Raya's golden campaign
David Raya has been a colossus between the sticks. The Spaniard kept his 19th clean sheet of the season against Burnley on Monday night, drawing level with David Seaman's Arsenal records from 1993-94 and 1998-99. Should he keep another shutout on the final day against Crystal Palace, Raya will hold the outright club record for a single Premier League campaign.
He has also claimed the Golden Glove award for a third consecutive season — only the fourth goalkeeper ever to win it three years running, alongside Pepe Reina, Joe Hart and Ederson. One more Golden Glove would see him equal the all-time record of four, jointly held by Hart and Petr Cech.
A defence built like a fortress
The real foundation of this title has been defensive solidity. Arsenal have conceded just 26 league goals — at least six fewer than any other side in the top flight. It is the second-fewest they have let in across any Premier League campaign, bettered only by the 17 they conceded in 1998-99.
The underlying numbers reinforce just how impressive this rearguard has been. Arsenal have allowed chances worth only 0.74 expected goals per game, which ranks as the fourth-best figure recorded in a Premier League season since Opta began tracking advanced expected-goals data in 2012-13. They have also conceded just 8.2 shots per game and 2.4 shots on target per game — the best figures across Europe's top five leagues this season.
Since their 2-1 defeat at Manchester City roughly a month ago, Arsenal have won four matches in a row without conceding a single goal, timing their run-in to near-perfection.
Saliba and Gabriel: the partnership that won the title
At the heart of that defensive record stands the centre-back partnership of William Saliba and Gabriel Magalhães. The pair have started together in 26 league games this season, with Arsenal winning 17 of them. That win total is joint-highest in the division, level with Liverpool's Ibrahima Konaté and Virgil van Dijk — despite the Anfield pair playing together far more frequently across 35 matches.
Among all centre-back pairings to start together more than five times this season, Saliba and Gabriel have comfortably the best clean-sheet rate, keeping 15 shutouts in their 26 appearances together — one approximately every 1.7 games. It is a partnership that has quietly become one of the finest in European football.

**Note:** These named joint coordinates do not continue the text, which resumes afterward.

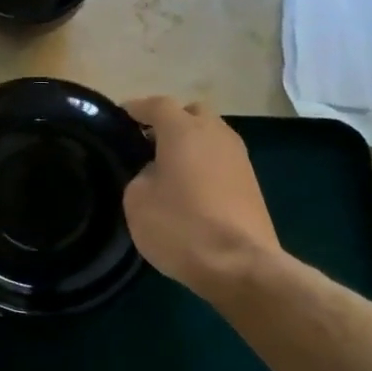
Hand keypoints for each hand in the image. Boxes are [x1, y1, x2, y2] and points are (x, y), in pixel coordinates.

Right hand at [122, 97, 288, 301]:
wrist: (241, 266)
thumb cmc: (181, 226)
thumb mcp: (137, 200)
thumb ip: (140, 174)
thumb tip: (155, 172)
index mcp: (184, 129)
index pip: (156, 104)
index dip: (135, 109)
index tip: (119, 119)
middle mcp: (215, 133)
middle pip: (190, 113)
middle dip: (169, 121)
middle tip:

Arteta has assembled a title-winning machine built on discipline, organisation and an extraordinary eye for the smallest of margins. The noises out of the Emirates this week have been those of a club whose long wait is over — and the numbers confirm it was thoroughly deserved.
Frequently asked
- When did Arsenal last win the Premier League before 2026?
- Arsenal's last Premier League title before this season was in 2003-04, the famous Invincibles campaign when they went the entire league season unbeaten.
- How many Premier League titles have Arsenal won in total?
- This is Arsenal's fourth Premier League title and their 14th top-flight English league championship overall.
- Who is Arsenal's goalkeeper and has he won the Golden Glove?
- David Raya is Arsenal's first-choice goalkeeper. He has won the Golden Glove for a third consecutive season in 2025-26, with 19 clean sheets to his name heading into the final day.